-- Exercise --
Restating the data exactly is the whole task.

Stored data
=-=-=
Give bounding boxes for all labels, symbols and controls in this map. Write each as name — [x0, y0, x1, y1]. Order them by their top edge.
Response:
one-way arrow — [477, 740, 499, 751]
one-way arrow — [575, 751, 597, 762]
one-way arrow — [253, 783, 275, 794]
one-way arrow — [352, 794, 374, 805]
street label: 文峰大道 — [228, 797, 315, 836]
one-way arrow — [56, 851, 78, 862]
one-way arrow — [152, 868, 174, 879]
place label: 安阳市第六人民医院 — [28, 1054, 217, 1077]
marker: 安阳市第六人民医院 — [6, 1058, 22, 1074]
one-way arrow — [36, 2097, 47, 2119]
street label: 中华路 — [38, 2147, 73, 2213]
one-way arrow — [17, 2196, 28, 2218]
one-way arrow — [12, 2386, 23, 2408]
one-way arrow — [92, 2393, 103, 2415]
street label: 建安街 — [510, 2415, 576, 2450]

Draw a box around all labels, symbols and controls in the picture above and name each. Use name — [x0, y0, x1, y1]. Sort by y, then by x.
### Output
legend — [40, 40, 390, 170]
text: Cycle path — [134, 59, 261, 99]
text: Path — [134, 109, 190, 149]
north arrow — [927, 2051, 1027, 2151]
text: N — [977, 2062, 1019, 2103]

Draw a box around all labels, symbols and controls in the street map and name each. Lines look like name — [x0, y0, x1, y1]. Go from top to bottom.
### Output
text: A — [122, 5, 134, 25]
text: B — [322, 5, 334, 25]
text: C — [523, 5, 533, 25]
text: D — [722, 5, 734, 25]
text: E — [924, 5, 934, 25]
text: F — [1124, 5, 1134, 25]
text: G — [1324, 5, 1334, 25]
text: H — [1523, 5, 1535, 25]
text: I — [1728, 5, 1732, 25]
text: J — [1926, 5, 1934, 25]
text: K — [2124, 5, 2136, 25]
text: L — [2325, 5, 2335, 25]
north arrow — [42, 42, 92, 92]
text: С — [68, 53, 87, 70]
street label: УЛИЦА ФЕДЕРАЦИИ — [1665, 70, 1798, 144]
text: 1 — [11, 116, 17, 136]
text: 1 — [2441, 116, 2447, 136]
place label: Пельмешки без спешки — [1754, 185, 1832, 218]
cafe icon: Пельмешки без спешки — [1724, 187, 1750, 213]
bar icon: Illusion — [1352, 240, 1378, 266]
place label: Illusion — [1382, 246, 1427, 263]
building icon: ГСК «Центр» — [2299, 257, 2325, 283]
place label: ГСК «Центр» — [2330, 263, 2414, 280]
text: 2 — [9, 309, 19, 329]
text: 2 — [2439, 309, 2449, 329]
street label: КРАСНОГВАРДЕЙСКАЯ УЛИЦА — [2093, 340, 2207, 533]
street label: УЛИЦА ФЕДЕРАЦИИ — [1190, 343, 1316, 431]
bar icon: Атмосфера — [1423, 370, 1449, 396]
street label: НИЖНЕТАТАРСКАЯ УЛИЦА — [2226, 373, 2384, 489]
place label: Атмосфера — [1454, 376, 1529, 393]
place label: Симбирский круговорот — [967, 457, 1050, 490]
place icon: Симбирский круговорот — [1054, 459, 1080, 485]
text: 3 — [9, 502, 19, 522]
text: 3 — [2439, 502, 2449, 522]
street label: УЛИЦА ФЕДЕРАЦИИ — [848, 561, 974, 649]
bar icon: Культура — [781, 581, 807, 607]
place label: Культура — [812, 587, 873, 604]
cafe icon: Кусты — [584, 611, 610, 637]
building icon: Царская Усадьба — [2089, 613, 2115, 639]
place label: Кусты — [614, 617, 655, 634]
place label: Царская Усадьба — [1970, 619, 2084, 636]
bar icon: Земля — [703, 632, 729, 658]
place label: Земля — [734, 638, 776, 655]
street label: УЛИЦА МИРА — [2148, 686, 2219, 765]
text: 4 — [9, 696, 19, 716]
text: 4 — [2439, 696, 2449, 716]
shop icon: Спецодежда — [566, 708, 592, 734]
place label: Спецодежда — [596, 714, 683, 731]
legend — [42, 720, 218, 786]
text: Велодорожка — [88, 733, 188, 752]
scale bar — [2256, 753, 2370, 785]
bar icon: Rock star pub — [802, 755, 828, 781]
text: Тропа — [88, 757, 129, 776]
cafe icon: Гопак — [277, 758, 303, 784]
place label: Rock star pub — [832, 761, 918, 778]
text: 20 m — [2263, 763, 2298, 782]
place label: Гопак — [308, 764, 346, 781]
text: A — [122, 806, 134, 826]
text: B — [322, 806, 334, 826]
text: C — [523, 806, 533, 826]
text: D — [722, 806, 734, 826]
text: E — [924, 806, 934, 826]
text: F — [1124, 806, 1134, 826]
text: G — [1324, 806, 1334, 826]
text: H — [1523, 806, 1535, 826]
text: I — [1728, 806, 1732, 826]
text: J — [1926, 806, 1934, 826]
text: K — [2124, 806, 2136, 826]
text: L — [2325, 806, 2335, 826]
=-=-=
-- Problem solution --
Give bounding boxes for all labels, symbols and controls in this map. Write each as name — [x0, y0, x1, y1]. Order them by their top edge.
Response:
one-way arrow — [477, 740, 499, 751]
one-way arrow — [575, 751, 597, 762]
one-way arrow — [253, 783, 275, 794]
one-way arrow — [352, 794, 374, 805]
street label: 文峰大道 — [228, 797, 315, 836]
one-way arrow — [56, 851, 78, 862]
one-way arrow — [152, 868, 174, 879]
place label: 安阳市第六人民医院 — [28, 1054, 217, 1077]
marker: 安阳市第六人民医院 — [6, 1058, 22, 1074]
one-way arrow — [36, 2097, 47, 2119]
street label: 中华路 — [38, 2147, 73, 2213]
one-way arrow — [17, 2196, 28, 2218]
one-way arrow — [12, 2386, 23, 2408]
one-way arrow — [92, 2393, 103, 2415]
street label: 建安街 — [510, 2415, 576, 2450]

Draw a box around all labels, symbols and controls in the picture above and name each. Use name — [x0, y0, x1, y1]. Sort by y, then by x.
### Output
legend — [40, 40, 390, 170]
text: Cycle path — [134, 59, 261, 99]
text: Path — [134, 109, 190, 149]
north arrow — [927, 2051, 1027, 2151]
text: N — [977, 2062, 1019, 2103]

Draw a box around all labels, symbols and controls in the street map and name each. Lines look like name — [x0, y0, x1, y1]. Go from top to bottom.
### Output
text: A — [122, 5, 134, 25]
text: B — [322, 5, 334, 25]
text: C — [523, 5, 533, 25]
text: D — [722, 5, 734, 25]
text: E — [924, 5, 934, 25]
text: F — [1124, 5, 1134, 25]
text: G — [1324, 5, 1334, 25]
text: H — [1523, 5, 1535, 25]
text: I — [1728, 5, 1732, 25]
text: J — [1926, 5, 1934, 25]
text: K — [2124, 5, 2136, 25]
text: L — [2325, 5, 2335, 25]
north arrow — [42, 42, 92, 92]
text: С — [68, 53, 87, 70]
street label: УЛИЦА ФЕДЕРАЦИИ — [1665, 70, 1798, 144]
text: 1 — [11, 116, 17, 136]
text: 1 — [2441, 116, 2447, 136]
place label: Пельмешки без спешки — [1754, 185, 1832, 218]
cafe icon: Пельмешки без спешки — [1724, 187, 1750, 213]
bar icon: Illusion — [1352, 240, 1378, 266]
place label: Illusion — [1382, 246, 1427, 263]
building icon: ГСК «Центр» — [2299, 257, 2325, 283]
place label: ГСК «Центр» — [2330, 263, 2414, 280]
text: 2 — [9, 309, 19, 329]
text: 2 — [2439, 309, 2449, 329]
street label: КРАСНОГВАРДЕЙСКАЯ УЛИЦА — [2093, 340, 2207, 533]
street label: УЛИЦА ФЕДЕРАЦИИ — [1190, 343, 1316, 431]
bar icon: Атмосфера — [1423, 370, 1449, 396]
street label: НИЖНЕТАТАРСКАЯ УЛИЦА — [2226, 373, 2384, 489]
place label: Атмосфера — [1454, 376, 1529, 393]
place label: Симбирский круговорот — [967, 457, 1050, 490]
place icon: Симбирский круговорот — [1054, 459, 1080, 485]
text: 3 — [9, 502, 19, 522]
text: 3 — [2439, 502, 2449, 522]
street label: УЛИЦА ФЕДЕРАЦИИ — [848, 561, 974, 649]
bar icon: Культура — [781, 581, 807, 607]
place label: Культура — [812, 587, 873, 604]
cafe icon: Кусты — [584, 611, 610, 637]
building icon: Царская Усадьба — [2089, 613, 2115, 639]
place label: Кусты — [614, 617, 655, 634]
place label: Царская Усадьба — [1970, 619, 2084, 636]
bar icon: Земля — [703, 632, 729, 658]
place label: Земля — [734, 638, 776, 655]
street label: УЛИЦА МИРА — [2148, 686, 2219, 765]
text: 4 — [9, 696, 19, 716]
text: 4 — [2439, 696, 2449, 716]
shop icon: Спецодежда — [566, 708, 592, 734]
place label: Спецодежда — [596, 714, 683, 731]
legend — [42, 720, 218, 786]
text: Велодорожка — [88, 733, 188, 752]
scale bar — [2256, 753, 2370, 785]
bar icon: Rock star pub — [802, 755, 828, 781]
text: Тропа — [88, 757, 129, 776]
cafe icon: Гопак — [277, 758, 303, 784]
place label: Rock star pub — [832, 761, 918, 778]
text: 20 m — [2263, 763, 2298, 782]
place label: Гопак — [308, 764, 346, 781]
text: A — [122, 806, 134, 826]
text: B — [322, 806, 334, 826]
text: C — [523, 806, 533, 826]
text: D — [722, 806, 734, 826]
text: E — [924, 806, 934, 826]
text: F — [1124, 806, 1134, 826]
text: G — [1324, 806, 1334, 826]
text: H — [1523, 806, 1535, 826]
text: I — [1728, 806, 1732, 826]
text: J — [1926, 806, 1934, 826]
text: K — [2124, 806, 2136, 826]
text: L — [2325, 806, 2335, 826]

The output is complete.